■ Work to complete
Please copy each line of the listing below precisely, excluding the images.

■ Supplied records
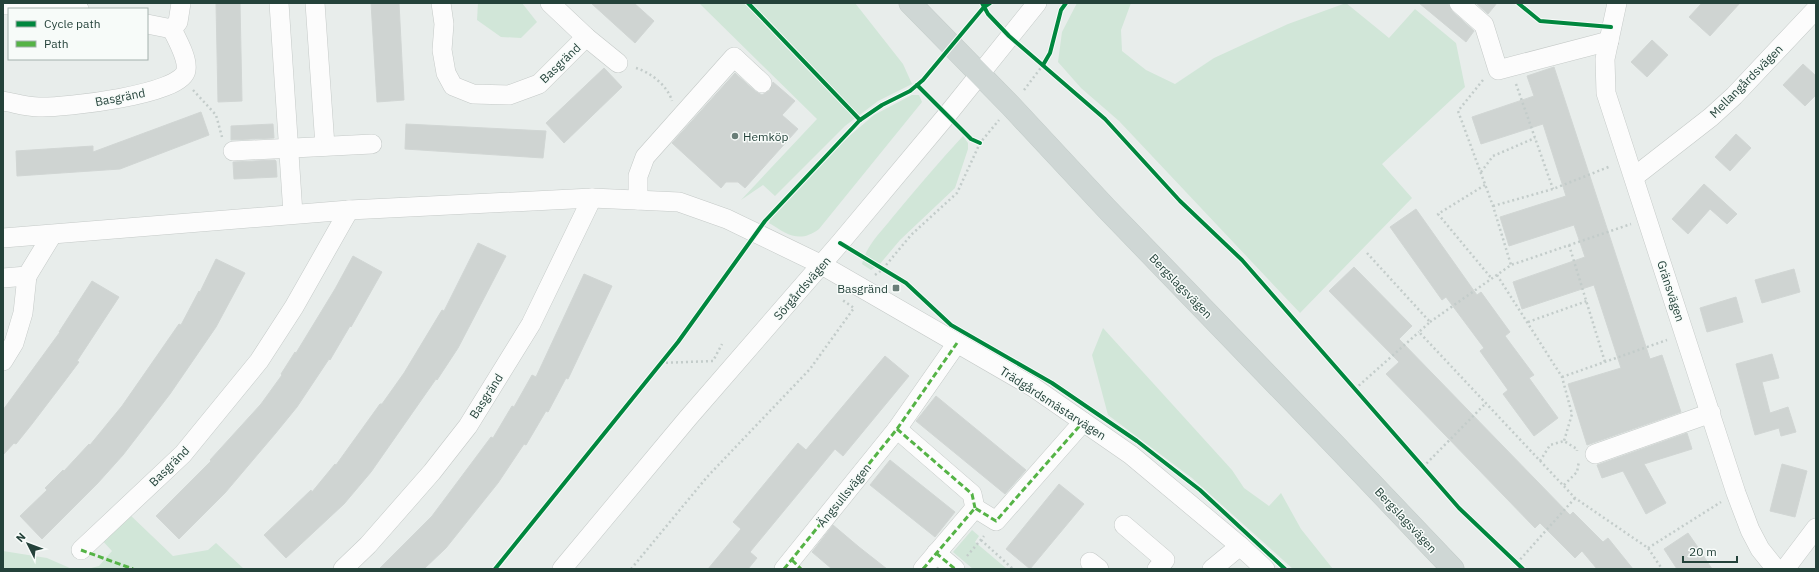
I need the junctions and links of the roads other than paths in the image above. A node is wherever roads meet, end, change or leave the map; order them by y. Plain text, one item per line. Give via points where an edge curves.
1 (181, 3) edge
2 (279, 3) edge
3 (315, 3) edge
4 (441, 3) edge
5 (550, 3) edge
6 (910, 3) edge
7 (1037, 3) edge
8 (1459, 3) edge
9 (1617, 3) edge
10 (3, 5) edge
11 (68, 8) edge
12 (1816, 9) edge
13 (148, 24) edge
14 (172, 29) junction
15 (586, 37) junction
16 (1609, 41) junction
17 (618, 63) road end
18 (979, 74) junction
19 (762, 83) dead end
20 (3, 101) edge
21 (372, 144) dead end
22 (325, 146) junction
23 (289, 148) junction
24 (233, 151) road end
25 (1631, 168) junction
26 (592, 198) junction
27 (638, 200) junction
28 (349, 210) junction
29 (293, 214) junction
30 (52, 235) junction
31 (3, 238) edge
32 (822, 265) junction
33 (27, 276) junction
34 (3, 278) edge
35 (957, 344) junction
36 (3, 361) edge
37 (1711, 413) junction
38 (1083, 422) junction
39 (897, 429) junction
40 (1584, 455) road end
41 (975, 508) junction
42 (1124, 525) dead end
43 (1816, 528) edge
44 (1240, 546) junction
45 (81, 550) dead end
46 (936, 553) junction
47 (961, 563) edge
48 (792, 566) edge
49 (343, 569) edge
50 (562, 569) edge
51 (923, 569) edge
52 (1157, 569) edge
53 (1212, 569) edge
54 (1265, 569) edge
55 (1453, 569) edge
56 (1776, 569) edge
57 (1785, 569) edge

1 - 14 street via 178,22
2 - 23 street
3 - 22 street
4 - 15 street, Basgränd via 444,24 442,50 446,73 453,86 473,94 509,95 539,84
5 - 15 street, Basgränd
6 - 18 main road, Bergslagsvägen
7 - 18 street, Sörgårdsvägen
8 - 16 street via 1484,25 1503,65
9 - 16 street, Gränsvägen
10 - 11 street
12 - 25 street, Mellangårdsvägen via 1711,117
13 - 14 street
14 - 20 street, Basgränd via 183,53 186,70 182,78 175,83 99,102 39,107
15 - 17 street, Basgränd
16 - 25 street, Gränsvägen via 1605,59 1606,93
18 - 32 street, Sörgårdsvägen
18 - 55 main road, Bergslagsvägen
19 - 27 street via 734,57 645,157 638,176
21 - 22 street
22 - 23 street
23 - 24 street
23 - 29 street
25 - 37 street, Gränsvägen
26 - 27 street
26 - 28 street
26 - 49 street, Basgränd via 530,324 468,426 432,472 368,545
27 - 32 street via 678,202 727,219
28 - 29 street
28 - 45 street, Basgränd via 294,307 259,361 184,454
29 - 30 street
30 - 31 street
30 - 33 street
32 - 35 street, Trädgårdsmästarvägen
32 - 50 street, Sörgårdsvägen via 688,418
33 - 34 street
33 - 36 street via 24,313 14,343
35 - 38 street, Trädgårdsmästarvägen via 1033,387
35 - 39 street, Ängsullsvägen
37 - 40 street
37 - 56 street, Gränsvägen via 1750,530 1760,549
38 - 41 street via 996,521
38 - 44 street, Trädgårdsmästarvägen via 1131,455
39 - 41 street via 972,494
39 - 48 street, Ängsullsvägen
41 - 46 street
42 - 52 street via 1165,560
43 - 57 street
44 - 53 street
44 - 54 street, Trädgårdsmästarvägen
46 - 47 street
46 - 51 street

■ Solution
I need the junctions and links of the roads other than paths in the image above. A node is wherever roads meet, end, change or leave the map; order them by y. Plain text, one item per line. Give via points where an edge curves.
1 (181, 3) edge
2 (279, 3) edge
3 (315, 3) edge
4 (441, 3) edge
5 (550, 3) edge
6 (910, 3) edge
7 (1037, 3) edge
8 (1459, 3) edge
9 (1617, 3) edge
10 (3, 5) edge
11 (68, 8) edge
12 (1816, 9) edge
13 (148, 24) edge
14 (172, 29) junction
15 (586, 37) junction
16 (1609, 41) junction
17 (618, 63) road end
18 (979, 74) junction
19 (762, 83) dead end
20 (3, 101) edge
21 (372, 144) dead end
22 (325, 146) junction
23 (289, 148) junction
24 (233, 151) road end
25 (1631, 168) junction
26 (592, 198) junction
27 (638, 200) junction
28 (349, 210) junction
29 (293, 214) junction
30 (52, 235) junction
31 (3, 238) edge
32 (822, 265) junction
33 (27, 276) junction
34 (3, 278) edge
35 (957, 344) junction
36 (3, 361) edge
37 (1711, 413) junction
38 (1083, 422) junction
39 (897, 429) junction
40 (1584, 455) road end
41 (975, 508) junction
42 (1124, 525) dead end
43 (1816, 528) edge
44 (1240, 546) junction
45 (81, 550) dead end
46 (936, 553) junction
47 (961, 563) edge
48 (792, 566) edge
49 (343, 569) edge
50 (562, 569) edge
51 (923, 569) edge
52 (1157, 569) edge
53 (1212, 569) edge
54 (1265, 569) edge
55 (1453, 569) edge
56 (1776, 569) edge
57 (1785, 569) edge

1 - 14 street via 178,22
2 - 23 street
3 - 22 street
4 - 15 street, Basgränd via 444,24 442,50 446,73 453,86 473,94 509,95 539,84
5 - 15 street, Basgränd
6 - 18 main road, Bergslagsvägen
7 - 18 street, Sörgårdsvägen
8 - 16 street via 1484,25 1503,65
9 - 16 street, Gränsvägen
10 - 11 street
12 - 25 street, Mellangårdsvägen via 1711,117
13 - 14 street
14 - 20 street, Basgränd via 183,53 186,70 182,78 175,83 99,102 39,107
15 - 17 street, Basgränd
16 - 25 street, Gränsvägen via 1605,59 1606,93
18 - 32 street, Sörgårdsvägen
18 - 55 main road, Bergslagsvägen
19 - 27 street via 734,57 645,157 638,176
21 - 22 street
22 - 23 street
23 - 24 street
23 - 29 street
25 - 37 street, Gränsvägen
26 - 27 street
26 - 28 street
26 - 49 street, Basgränd via 530,324 468,426 432,472 368,545
27 - 32 street via 678,202 727,219
28 - 29 street
28 - 45 street, Basgränd via 294,307 259,361 184,454
29 - 30 street
30 - 31 street
30 - 33 street
32 - 35 street, Trädgårdsmästarvägen
32 - 50 street, Sörgårdsvägen via 688,418
33 - 34 street
33 - 36 street via 24,313 14,343
35 - 38 street, Trädgårdsmästarvägen via 1033,387
35 - 39 street, Ängsullsvägen
37 - 40 street
37 - 56 street, Gränsvägen via 1750,530 1760,549
38 - 41 street via 996,521
38 - 44 street, Trädgårdsmästarvägen via 1131,455
39 - 41 street via 972,494
39 - 48 street, Ängsullsvägen
41 - 46 street
42 - 52 street via 1165,560
43 - 57 street
44 - 53 street
44 - 54 street, Trädgårdsmästarvägen
46 - 47 street
46 - 51 street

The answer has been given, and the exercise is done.